Most in vivo studies have utilized microphones placed near or against a panelist’s head to record the sound, but researchers at NIZO Food Research (www.nizo.com) have developed a system for measuring within the mouth the sounds a food makes as it rubs against the tongue and palate during consumption. This acoustic tribology (tribology is the science of friction and lubrication) can be used to help evaluate the sensory effects of food product formulations. The system uses a miniature microphone attached to a subject’s front teeth and connected to a computer to record the frequencies and amplitudes of the sound produced as a product rubs against the tongue or palate, providing objective information about the lubricating behavior of the food on the tongue. George A. van Aken, Senior Scientist, NIZO, said that the sound produced can be correlated with the vibrations of the tissue that are sensed by the mechanoreceptors in the tongue that signal the sensation of roughness.

The advantage of acoustic tribology, he said, is that it measures where the consumer experiences the food: in the mouth. A video presentation, complete with sound, demonstrating how the addition of cream to a cup of coffee increases the lubrication and thereby reduces the sounds produced as the tongue rubs against the palate is available at www.nizo.com/news/latest-news/67/van-aken. The technology is non-invasive, measures in real time, and can be applied without any preconditioning or preparation of the subjects.

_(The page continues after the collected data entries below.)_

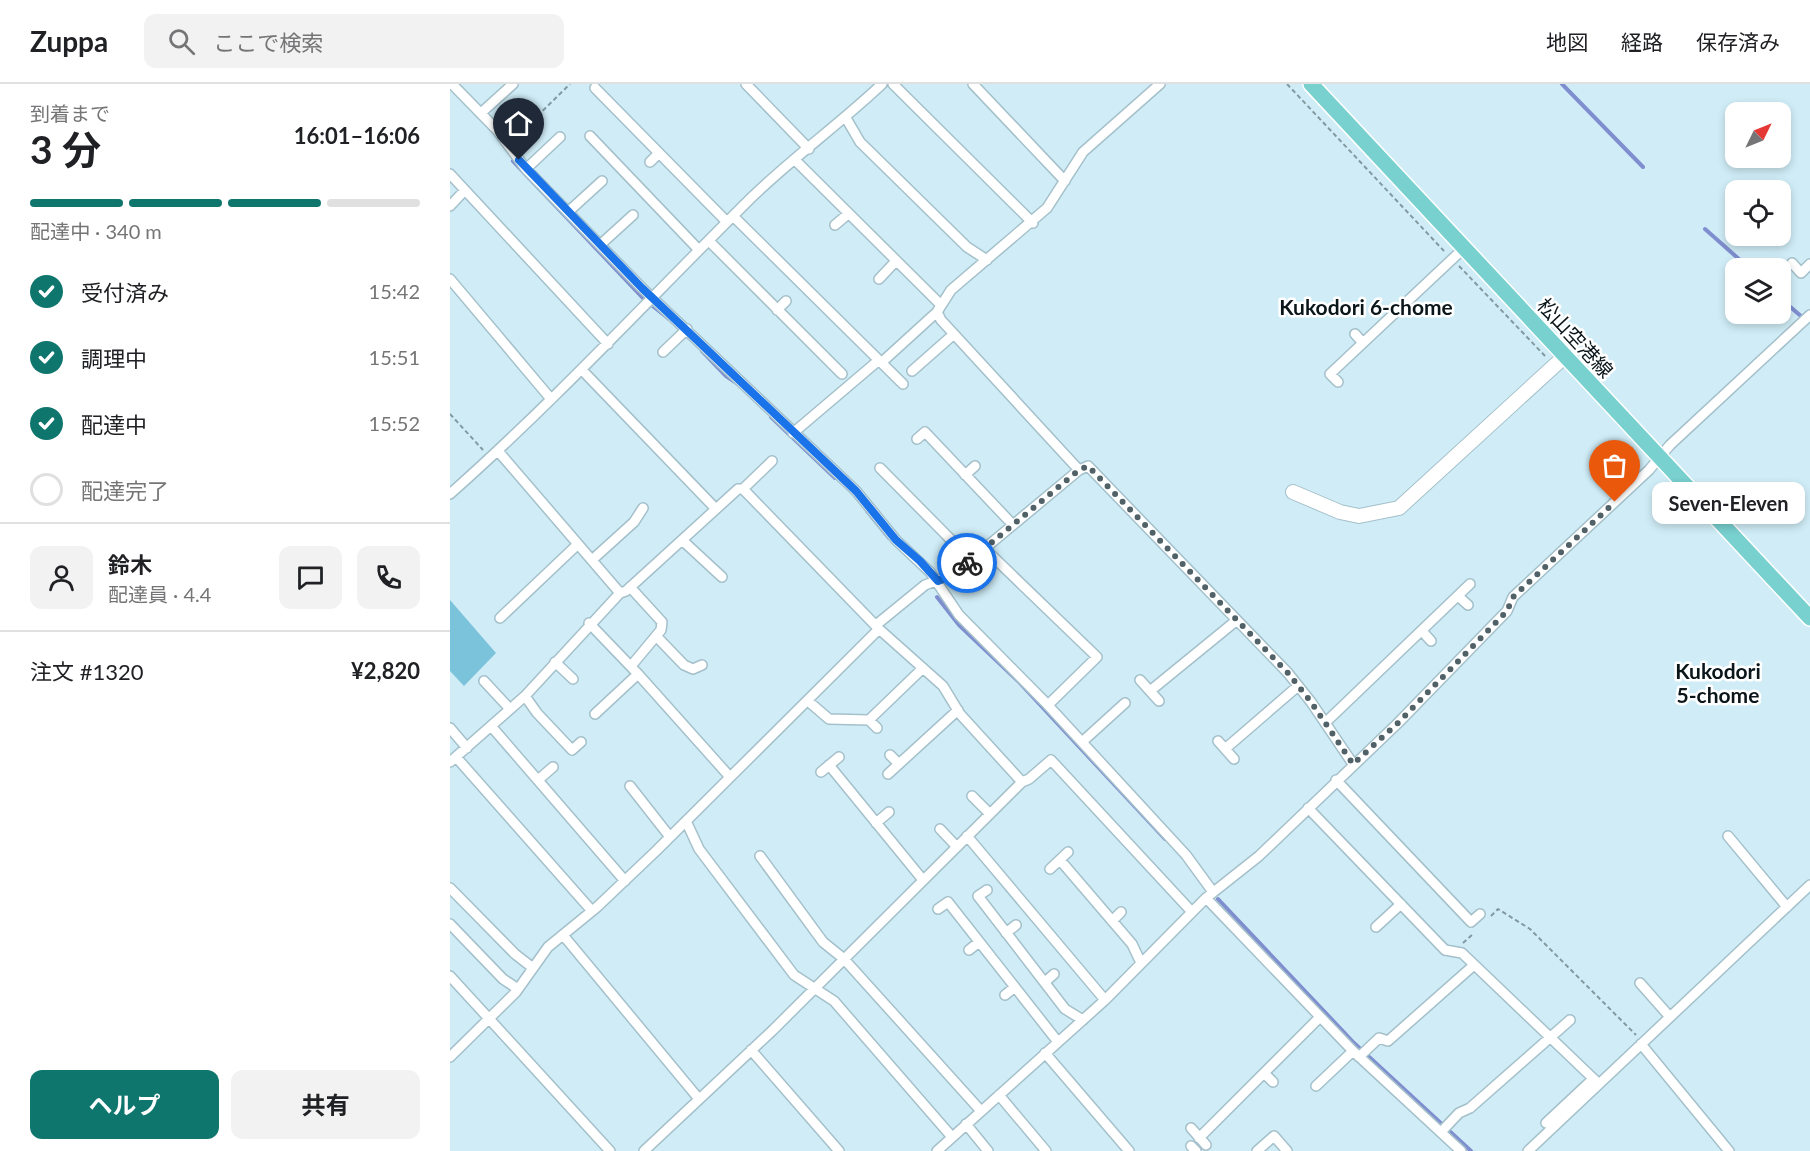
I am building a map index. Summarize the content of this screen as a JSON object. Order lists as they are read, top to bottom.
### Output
{
  "streets": {
    "main road": ["松山空港線"]
  },
  "districts": ["Kukodori 6-chome", "Kukodori 5-chome"],
  "places": ["Seven-Eleven"],
  "north": "top right",
  "page": {
    "header": "Zuppa",
    "search": "ここで検索",
    "nav": ["地図", "経路", "保存済み"],
    "heading": ["3 分", "到着まで", "16:01–16:06"],
    "panel": [
      "鈴木",
      "配達員 · 4.4",
      "注文 #1320",
      "¥2,820"
    ],
    "bar": "配達中 · 340 m",
    "list": [
      ["受付済み", "15:42"],
      ["調理中", "15:51"],
      ["配達中", "15:52"],
      "配達完了"
    ],
    "bubble": "Seven-Eleven",
    "buttons": ["ヘルプ", "共有"]
  }
}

Van Aken began the development as a project to determine how emulsified fat contributes to a creamy mouthfeel. He showed that the emulsion droplets bind to the oral mucosa, locally increasing the viscosity of naturally adherent surface layer and serving as a source of fat released from this mucosal layer. Both have the important effect of lubricating the contact of the tongue with the palate or other surfaces, such as the teeth or a piece of cheese, which is sensed as a certain degree of roughness or smoothness. Instruments called tribometers have been used to measure the lubricating ability of food materials to reduce friction, he said, but the surfaces used in the instruments, usually rubber or stainless steel, are much firmer than live tongue tissue and don’t have the same properties as the mucus-coated epithelial outer surfaces of the tongue that release dead cells; the surfaces are usually smooth whereas the tongue is covered by papillae; and only a constant force is measured whereas the mechanoreceptors in the tongue are known to be differentiated by type with specific responses (fast or slow) to mechanical stimuli.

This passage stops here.